Micro Review of Haute Surveillance by Johannes Göransson
Haute Surveillance Johannes Göransson Tarpaulin Sky Press (2013) $14
Johannes Göransson’s Haute Surveillance is a textual representation of the horrific and luminous spectacle of a post-modern condition defined by unavoidable participation in (and often a voluntary surrender to) a global war economy. The multi-genre work (a novel in dialogue with prose poetry and punctuated by epistolary and dramatic interludes) embodies a term coined in its own narrative, “atrocity kitsch,” inhabiting bathtubs, war prisons, and a Shining Mansion on the Hill (a dream-like conflation of the White House and the hotel from Stanley Kubrick’s The Shining). What makes Haute Surveillance disturbing while ultimately familiar is that such conflations don’t necessarily come across as products of the author’s, or even the narrator’s, twisted imagination, but as products of culture. Doesn’t the office of the Presidency occupy a space in our cultural imagination somewhere between an ideologically and physically oppressive brute force and an institution of ineffectual celebrity perpetuated by its own mythos?

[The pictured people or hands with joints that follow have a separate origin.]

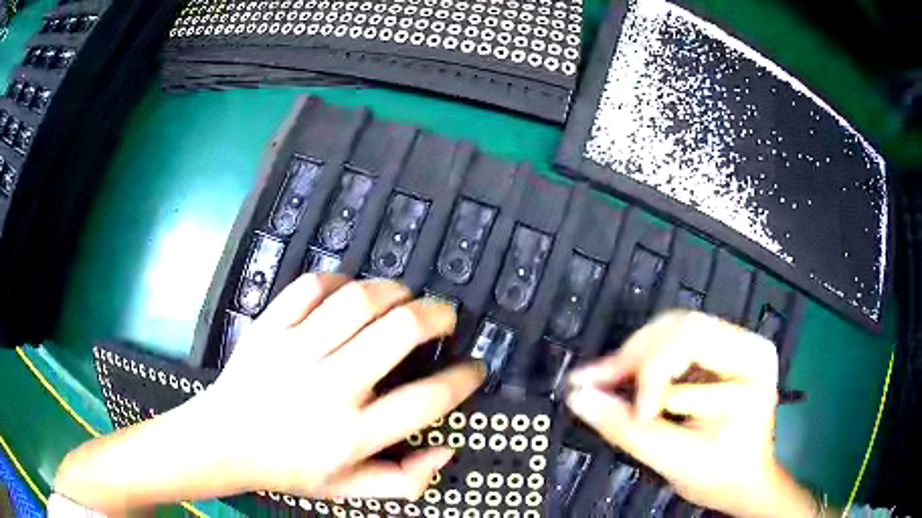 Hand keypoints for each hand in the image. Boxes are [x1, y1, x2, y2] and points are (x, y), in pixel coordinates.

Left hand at [203, 273, 485, 498]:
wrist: (225, 442)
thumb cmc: (290, 468)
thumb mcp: (351, 491)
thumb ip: (405, 481)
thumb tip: (445, 448)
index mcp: (352, 434)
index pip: (426, 400)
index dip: (463, 378)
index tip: (474, 368)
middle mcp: (329, 388)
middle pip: (398, 332)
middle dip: (436, 316)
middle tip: (445, 317)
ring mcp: (295, 351)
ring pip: (358, 300)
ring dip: (393, 290)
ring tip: (404, 297)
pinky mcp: (269, 327)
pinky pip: (311, 286)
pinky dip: (339, 280)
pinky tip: (349, 291)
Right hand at [564, 311, 815, 517]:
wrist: (742, 482)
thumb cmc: (722, 475)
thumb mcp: (677, 458)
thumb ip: (627, 429)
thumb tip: (581, 398)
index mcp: (751, 361)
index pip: (691, 342)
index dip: (652, 375)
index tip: (634, 414)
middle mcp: (744, 343)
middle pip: (679, 328)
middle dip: (633, 357)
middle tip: (594, 382)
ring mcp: (731, 346)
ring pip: (670, 330)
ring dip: (633, 357)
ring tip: (603, 380)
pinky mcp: (714, 356)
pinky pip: (671, 345)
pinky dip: (643, 363)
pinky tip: (622, 379) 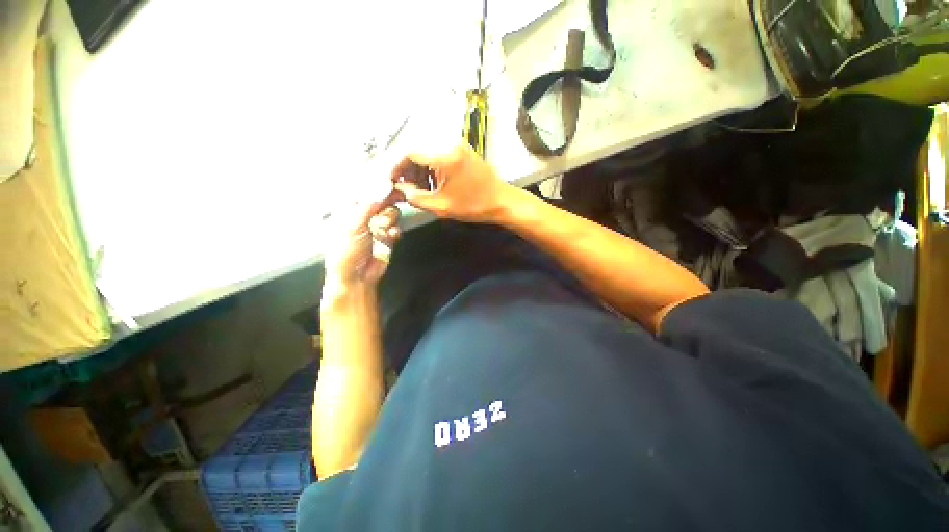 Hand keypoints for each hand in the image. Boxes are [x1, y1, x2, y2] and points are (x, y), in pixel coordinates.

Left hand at [323, 189, 401, 292]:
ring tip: (384, 229)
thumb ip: (370, 204)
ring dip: (390, 218)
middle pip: (381, 196)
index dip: (379, 179)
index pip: (364, 184)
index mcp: (348, 205)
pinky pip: (396, 224)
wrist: (356, 277)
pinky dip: (395, 230)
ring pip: (391, 210)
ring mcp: (375, 222)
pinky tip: (392, 236)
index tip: (393, 178)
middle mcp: (362, 211)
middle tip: (399, 196)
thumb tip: (385, 184)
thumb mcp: (354, 224)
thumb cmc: (346, 250)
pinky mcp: (387, 234)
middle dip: (388, 200)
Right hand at [389, 143, 515, 222]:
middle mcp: (449, 143)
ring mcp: (458, 145)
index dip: (396, 167)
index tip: (391, 181)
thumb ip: (416, 197)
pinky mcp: (463, 150)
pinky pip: (440, 154)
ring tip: (421, 189)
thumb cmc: (473, 206)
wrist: (501, 201)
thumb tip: (401, 189)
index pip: (409, 153)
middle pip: (418, 150)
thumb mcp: (441, 206)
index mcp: (444, 156)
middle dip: (408, 170)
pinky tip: (433, 183)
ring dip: (420, 169)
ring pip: (429, 152)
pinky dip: (432, 167)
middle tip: (406, 187)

This is an American and post-modern novel because American post-modernity is the only existing site where a female soldier, stationed at a war prison, who gleefully photographs horrific, torturous acts and brutalized bodies, can occupy the same imaginary and publicized space as a Hollywood “starlet.” And Haute characterizes her as such. Unspeakable acts are glamourized in Haute because such acts are so unspeakable in our culture that the cloaks we use to cover them have become both specialized and bedazzled; our ability to look away has developed its own technology. We are constantly threatened with and by surveillance and yet are unwilling to turn our gaze onto and against the looming, big bad spectator. Haute Surveillance, like us, is much more willing to costume horror in a thick, nihilistic sheen.